Nordic International Ltd v Morten Innhaug is significant for practitioners because it clarifies how Singapore courts interpret Order 23 rule 1(3)(b) in the context of shareholder-driven litigation, particularly derivative actions. The decision underscores that the “share of money or property” requirement is not satisfied merely because a shareholder will benefit indirectly from a successful outcome through increased share value. The court’s purposive reading ties the provision to litigation funders whose commercial interest is to profit from funding, rather than to ordinary stakeholders vindicating corporate rights.
For defendants seeking security for costs, the case highlights the evidential and conceptual burden at stage one. It is not enough to show that a non-party contributed to costs; the defendant must show that the contribution was made in exchange for a share of the litigation’s fruits in the relevant sense. This may require evidence of an arrangement or understanding that resembles funding-for-profit rather than shareholder participation in corporate enforcement.
For plaintiffs and non-parties, the case provides a protective framework: where the non-party is a shareholder pursuing a derivative claim with leave, courts will be cautious about imposing security orders that could indirectly penalise the enforcement of corporate rights. The decision also reinforces the continuing relevance of separate legal personality and the reluctance to “pierce” corporate boundaries in costs matters absent fraud or exceptional circumstances.
Legislation Referenced
- Rules of Court (Singapore), Order 23 rule 1(1)(b)
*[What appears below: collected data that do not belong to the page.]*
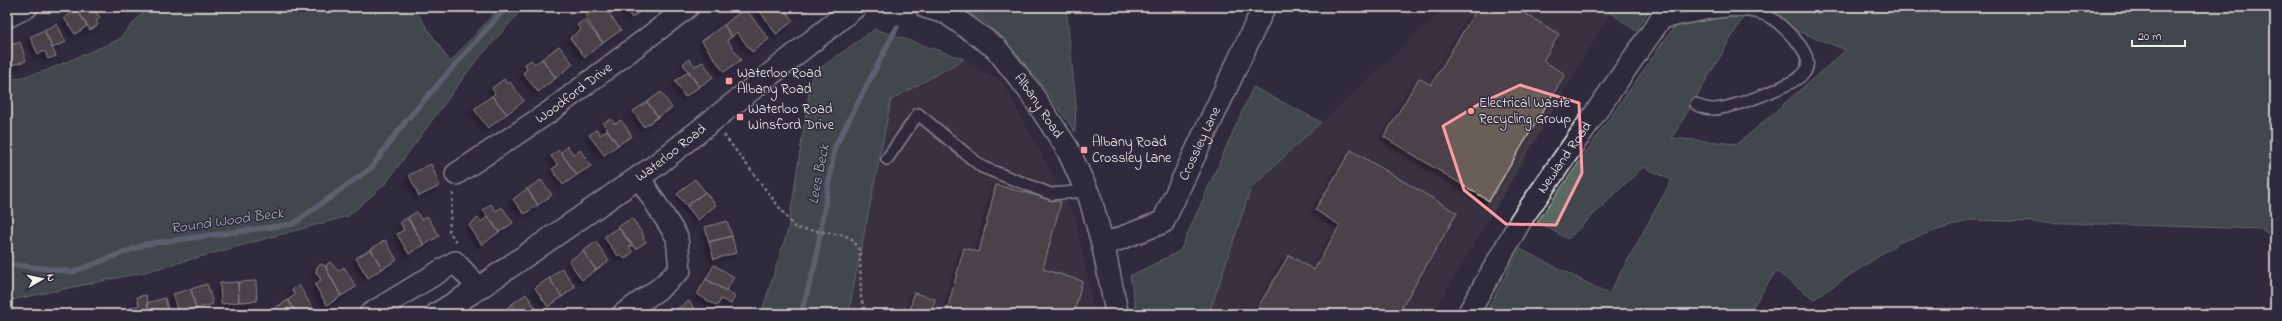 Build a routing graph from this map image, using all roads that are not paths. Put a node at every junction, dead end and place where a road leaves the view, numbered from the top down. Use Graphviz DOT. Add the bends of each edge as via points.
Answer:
graph roads {
  1 [pos="27,7"];
  2 [pos="688,7"];
  3 [pos="855,7"];
  4 [pos="926,7"];
  5 [pos="1264,7"];
  6 [pos="1669,7"];
  7 [pos="7,17"];
  8 [pos="1657,24"];
  9 [pos="1696,104"];
  10 [pos="887,159"];
  11 [pos="456,174"];
  12 [pos="639,177"];
  13 [pos="1086,191"];
  14 [pos="1103,245"];
  15 [pos="479,288"];
  16 [pos="370,314"];
  17 [pos="437,314"];
  18 [pos="623,314"];
  19 [pos="1117,314"];
  20 [pos="1468,314"];
  1 -- 7 [label="street"];
  2 -- 11 [label="street, Woodford Drive" via="548,113"];
  3 -- 12 [label="street, Waterloo Road"];
  4 -- 13 [label="street, Albany Road" via="947,13 996,48 1029,90 1067,148"];
  5 -- 14 [label="street, Crossley Lane" via="1163,222"];
  6 -- 8 [label="street, Newland Road"];
  8 -- 9 [label="lane" via="1742,9 1772,18 1788,32 1808,59 1805,71 1798,79 1779,89 1721,108 1702,108"];
  8 -- 20 [label="street, Newland Road" via="1521,220"];
  10 -- 13 [label="lane" via="918,114 982,166 1051,194"];
  12 -- 15 [label="street, Waterloo Road"];
  12 -- 18 [label="street" via="677,237 680,270 660,288"];
  13 -- 14 [label="street, Albany Road"];
  14 -- 19 [label="street, Albany Road"];
  15 -- 16 [label="street" via="455,262"];
  15 -- 17 [label="street, Waterloo Road"];
} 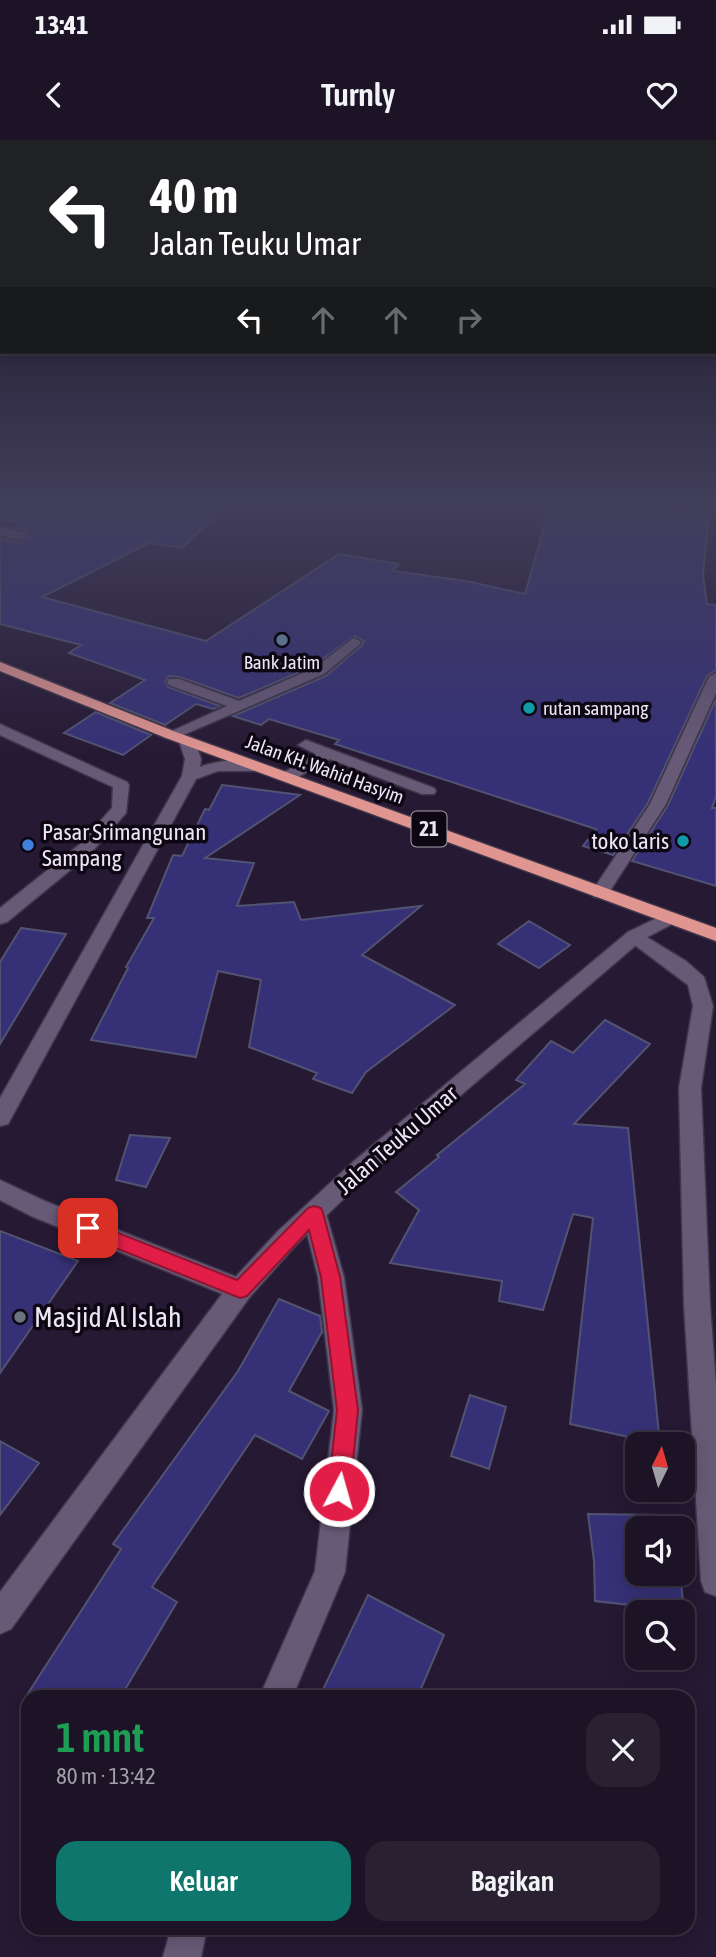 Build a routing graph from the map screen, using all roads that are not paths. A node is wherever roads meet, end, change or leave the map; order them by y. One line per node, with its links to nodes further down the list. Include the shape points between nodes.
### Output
1 (354, 642): 5 (street, via 318,671)
2 (0, 666): 7 (highway, Jalan KH. Wahid Hasyim / 21)
3 (716, 677): 14 (street, via 658,804)
4 (174, 682): 5 (street)
5 (240, 706): 7 (street)
6 (0, 729): 15 (street, via 121,785 120,809 85,849)
7 (179, 738): 10 (highway, Jalan KH. Wahid Hasyim / 21); 11 (street, via 193,759)
8 (306, 745): 9 (street)
9 (329, 753): 12 (street); 13 (street)
10 (257, 766): 11 (street, via 216,766); 12 (highway, Jalan KH. Wahid Hasyim / 21)
11 (190, 776): 18 (street)
12 (286, 777): 14 (highway, Jalan KH. Wahid Hasyim / 21)
13 (428, 791)
14 (600, 893): 16 (highway, Jalan KH. Wahid Hasyim / 21)
15 (0, 918)
16 (651, 927): 17 (highway, Jalan KH. Wahid Hasyim / 21); 20 (street, Jalan Teuku Umar, via 362,1167); 22 (street, via 696,982 703,1006 690,1088 697,1305)
17 (716, 935)
18 (0, 1118)
19 (0, 1189): 21 (street)
20 (314, 1213): 21 (street, Jalan Teuku Umar); 24 (street, via 331,1277 348,1410 330,1572)
21 (240, 1290): 23 (street, Jalan Teuku Umar)
22 (716, 1581)
23 (0, 1618)
24 (278, 1690)
25 (187, 1935): 26 (street)
26 (182, 1957)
- Rules of Court (Singapore), Order 23 rule 1(3)(b)
Cases Cited
- Nordic International Ltd v Morten Innhaug [2014] SGHCR 20
- Dymocks Franchise Systems (NSW) Pty Ltd v Todd [2004] 1 WLR 2807
- DB Trustees (Hong Kong) Ltd v Consult Asia Pte Ltd [2010] 3 SLR 542
- Raffles Town Club Pte Ltd v Lim Eng Hock Peter and others (Tung Yu-Lien Margaret and others, third parties) [2011] 1 SLR 582
- Nanyang Law LLC v Alphomega Research Group Ltd [2012] 4 SLR 1153
- Green (as liquidator of Arimco Mining Pty Ltd) v CGU Insurance Ltd [2008] NSWCA 148
- Campbells Cash and Carry Pty Limited v Fostif Pty Limited [2006] HCA 41; 229 CLR 386
Source Documents
This article analyses [2014] SGHCR 20 for legal research and educational purposes. It does not constitute legal advice. Readers should consult the full judgment for the Court's complete reasoning.